*Work to be completed*.
Where a line holds the word "lane", copy that line from the data below.

*Provided records*.
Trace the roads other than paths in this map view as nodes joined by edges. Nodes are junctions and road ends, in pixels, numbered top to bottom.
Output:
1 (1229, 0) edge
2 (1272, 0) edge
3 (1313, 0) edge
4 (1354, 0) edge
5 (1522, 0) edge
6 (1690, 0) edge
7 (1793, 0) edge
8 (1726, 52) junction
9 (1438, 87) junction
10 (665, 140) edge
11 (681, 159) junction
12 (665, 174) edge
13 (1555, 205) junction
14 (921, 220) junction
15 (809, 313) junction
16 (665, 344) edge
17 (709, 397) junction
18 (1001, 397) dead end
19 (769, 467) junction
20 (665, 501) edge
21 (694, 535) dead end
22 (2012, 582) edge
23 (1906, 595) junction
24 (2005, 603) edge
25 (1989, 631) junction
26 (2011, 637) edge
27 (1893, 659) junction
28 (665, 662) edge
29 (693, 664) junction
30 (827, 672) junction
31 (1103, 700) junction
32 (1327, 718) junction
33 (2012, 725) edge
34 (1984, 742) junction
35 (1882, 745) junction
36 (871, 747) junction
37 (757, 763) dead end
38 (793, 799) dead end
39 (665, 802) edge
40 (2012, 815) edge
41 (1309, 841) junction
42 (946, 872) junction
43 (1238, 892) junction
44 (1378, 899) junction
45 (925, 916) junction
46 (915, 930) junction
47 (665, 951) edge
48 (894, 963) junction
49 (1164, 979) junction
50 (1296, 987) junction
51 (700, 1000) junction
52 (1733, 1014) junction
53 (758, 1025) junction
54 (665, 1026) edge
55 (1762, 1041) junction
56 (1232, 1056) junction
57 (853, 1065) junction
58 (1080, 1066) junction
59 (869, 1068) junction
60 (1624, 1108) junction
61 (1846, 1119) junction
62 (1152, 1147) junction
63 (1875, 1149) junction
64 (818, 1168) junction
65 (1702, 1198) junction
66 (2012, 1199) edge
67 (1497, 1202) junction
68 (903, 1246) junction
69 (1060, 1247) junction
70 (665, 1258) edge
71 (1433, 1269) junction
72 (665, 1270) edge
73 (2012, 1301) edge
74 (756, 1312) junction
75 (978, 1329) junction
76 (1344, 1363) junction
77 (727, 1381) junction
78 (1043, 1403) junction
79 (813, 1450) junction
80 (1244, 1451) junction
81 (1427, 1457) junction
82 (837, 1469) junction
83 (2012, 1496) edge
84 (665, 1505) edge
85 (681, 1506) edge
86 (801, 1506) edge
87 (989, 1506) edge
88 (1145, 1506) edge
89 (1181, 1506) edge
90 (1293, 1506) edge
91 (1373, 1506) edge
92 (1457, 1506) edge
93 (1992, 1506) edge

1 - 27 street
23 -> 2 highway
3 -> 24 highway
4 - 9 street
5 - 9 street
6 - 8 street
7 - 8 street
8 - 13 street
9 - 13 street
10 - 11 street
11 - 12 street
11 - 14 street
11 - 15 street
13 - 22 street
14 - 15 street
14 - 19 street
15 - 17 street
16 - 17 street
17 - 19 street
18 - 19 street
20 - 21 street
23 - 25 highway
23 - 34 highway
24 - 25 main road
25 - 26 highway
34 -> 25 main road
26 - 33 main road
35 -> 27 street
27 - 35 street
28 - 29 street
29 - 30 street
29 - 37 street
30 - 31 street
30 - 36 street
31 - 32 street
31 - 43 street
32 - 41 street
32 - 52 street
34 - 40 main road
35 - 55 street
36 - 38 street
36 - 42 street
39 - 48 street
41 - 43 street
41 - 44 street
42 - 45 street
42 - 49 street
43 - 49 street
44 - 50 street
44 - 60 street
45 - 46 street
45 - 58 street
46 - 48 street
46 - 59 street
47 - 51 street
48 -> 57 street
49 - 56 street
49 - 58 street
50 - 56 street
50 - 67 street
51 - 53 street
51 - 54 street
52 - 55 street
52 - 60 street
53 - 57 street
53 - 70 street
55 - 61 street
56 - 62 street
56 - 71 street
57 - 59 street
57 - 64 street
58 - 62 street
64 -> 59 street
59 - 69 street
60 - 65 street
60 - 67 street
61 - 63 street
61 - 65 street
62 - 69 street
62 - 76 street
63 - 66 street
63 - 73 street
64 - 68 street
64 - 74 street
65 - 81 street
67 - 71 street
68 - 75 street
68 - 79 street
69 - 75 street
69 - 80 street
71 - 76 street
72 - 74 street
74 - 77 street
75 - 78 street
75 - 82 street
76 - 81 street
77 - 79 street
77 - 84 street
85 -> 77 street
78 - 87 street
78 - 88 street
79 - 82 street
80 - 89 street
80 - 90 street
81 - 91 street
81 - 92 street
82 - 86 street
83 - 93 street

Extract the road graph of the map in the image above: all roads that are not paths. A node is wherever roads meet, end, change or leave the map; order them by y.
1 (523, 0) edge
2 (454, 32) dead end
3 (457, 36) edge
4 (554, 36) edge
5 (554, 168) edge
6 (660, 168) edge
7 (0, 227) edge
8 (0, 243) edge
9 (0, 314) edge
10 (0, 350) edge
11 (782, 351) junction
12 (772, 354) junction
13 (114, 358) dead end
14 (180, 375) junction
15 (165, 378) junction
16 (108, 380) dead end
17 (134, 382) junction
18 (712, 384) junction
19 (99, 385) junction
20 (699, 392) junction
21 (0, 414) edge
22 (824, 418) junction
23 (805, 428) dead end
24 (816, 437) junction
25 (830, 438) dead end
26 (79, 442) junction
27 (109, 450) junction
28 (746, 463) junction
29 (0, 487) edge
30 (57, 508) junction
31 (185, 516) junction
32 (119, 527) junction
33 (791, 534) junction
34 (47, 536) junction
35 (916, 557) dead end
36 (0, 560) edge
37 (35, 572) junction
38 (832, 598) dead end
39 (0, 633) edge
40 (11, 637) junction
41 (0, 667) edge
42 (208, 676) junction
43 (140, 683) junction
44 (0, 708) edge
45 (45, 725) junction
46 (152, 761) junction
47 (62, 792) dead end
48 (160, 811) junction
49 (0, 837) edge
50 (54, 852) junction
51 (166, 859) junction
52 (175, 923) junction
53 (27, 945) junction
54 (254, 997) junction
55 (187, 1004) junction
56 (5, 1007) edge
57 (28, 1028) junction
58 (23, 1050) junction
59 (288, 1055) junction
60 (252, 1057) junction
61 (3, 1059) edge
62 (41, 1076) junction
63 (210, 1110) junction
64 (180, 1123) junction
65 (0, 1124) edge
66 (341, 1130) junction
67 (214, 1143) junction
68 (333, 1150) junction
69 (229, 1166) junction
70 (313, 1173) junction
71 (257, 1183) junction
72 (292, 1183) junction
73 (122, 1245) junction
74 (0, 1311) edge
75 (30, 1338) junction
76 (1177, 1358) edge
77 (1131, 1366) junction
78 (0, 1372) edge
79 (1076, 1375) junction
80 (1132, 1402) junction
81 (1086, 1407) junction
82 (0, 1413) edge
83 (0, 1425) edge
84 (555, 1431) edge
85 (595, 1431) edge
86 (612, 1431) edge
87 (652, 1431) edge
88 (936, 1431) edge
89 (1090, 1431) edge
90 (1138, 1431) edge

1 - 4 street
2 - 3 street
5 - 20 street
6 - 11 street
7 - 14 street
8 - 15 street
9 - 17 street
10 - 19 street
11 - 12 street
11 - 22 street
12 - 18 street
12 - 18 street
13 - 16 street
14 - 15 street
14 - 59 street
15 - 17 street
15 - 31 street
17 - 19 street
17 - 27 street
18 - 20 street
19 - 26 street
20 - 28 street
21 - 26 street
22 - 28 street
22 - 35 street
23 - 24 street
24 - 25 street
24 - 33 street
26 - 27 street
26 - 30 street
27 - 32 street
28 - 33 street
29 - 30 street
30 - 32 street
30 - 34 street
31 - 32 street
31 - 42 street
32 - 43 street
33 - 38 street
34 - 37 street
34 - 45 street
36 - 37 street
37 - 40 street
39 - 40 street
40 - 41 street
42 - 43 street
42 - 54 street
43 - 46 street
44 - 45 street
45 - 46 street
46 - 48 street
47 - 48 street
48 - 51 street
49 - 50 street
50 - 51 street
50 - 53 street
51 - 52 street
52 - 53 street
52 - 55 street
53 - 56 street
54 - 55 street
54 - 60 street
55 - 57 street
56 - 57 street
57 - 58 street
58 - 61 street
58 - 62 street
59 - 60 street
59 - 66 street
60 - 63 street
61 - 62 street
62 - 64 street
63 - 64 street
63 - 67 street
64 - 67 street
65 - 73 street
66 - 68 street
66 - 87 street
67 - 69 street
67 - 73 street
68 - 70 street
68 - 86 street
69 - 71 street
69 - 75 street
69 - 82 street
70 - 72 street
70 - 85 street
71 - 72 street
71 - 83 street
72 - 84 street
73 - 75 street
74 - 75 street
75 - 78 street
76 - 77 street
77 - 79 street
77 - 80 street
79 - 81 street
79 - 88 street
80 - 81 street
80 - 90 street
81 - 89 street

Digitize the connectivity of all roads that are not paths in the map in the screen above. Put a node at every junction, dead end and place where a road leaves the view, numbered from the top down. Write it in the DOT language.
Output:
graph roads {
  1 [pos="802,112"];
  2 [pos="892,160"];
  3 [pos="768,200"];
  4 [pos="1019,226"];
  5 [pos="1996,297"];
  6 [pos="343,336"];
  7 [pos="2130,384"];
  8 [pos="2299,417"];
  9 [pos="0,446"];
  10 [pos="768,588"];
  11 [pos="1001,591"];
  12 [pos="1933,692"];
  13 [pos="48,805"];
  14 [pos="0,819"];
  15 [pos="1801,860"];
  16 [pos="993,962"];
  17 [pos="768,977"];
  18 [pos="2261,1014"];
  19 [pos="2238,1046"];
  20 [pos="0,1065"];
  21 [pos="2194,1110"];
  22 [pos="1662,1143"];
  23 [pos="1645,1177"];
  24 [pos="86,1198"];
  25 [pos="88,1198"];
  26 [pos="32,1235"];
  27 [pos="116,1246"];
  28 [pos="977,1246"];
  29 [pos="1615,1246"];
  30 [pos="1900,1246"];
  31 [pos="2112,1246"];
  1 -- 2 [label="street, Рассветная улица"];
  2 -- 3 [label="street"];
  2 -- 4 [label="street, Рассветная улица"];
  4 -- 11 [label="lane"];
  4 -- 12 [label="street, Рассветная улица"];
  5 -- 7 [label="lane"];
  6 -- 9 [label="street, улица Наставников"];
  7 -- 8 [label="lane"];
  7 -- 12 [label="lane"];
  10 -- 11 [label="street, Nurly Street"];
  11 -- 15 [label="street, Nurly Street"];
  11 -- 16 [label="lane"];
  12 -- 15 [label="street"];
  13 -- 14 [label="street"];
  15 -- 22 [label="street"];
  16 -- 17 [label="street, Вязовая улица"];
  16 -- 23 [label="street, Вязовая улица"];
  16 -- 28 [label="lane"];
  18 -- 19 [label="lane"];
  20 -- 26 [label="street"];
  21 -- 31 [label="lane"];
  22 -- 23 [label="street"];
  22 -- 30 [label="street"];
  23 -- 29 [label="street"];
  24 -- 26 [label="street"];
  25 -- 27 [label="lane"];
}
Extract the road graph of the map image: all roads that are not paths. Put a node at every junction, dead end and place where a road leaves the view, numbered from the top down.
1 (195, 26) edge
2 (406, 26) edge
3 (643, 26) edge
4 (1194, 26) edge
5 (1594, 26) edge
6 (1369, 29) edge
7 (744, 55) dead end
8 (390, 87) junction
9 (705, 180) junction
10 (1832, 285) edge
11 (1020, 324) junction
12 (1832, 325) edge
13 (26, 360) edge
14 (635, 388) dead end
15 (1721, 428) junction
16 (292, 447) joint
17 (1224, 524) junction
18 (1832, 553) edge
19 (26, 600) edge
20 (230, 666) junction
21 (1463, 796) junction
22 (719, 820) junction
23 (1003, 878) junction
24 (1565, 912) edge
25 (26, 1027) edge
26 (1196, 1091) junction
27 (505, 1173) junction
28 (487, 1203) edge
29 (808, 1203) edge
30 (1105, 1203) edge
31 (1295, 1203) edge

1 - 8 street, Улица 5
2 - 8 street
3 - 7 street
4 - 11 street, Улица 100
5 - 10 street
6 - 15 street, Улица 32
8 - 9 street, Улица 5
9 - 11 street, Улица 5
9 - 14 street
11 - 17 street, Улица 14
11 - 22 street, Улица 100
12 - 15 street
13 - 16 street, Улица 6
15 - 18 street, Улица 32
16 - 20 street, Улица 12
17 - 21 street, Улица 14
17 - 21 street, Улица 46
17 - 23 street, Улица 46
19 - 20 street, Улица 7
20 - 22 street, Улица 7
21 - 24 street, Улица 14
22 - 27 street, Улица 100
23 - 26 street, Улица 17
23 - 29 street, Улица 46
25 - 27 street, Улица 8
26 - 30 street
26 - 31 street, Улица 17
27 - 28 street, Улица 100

*Answer for this exercise*.
  4 -- 11 [label="lane"];
  5 -- 7 [label="lane"];
  7 -- 8 [label="lane"];
  7 -- 12 [label="lane"];
  11 -- 16 [label="lane"];
  16 -- 28 [label="lane"];
  18 -- 19 [label="lane"];
  21 -- 31 [label="lane"];
  25 -- 27 [label="lane"];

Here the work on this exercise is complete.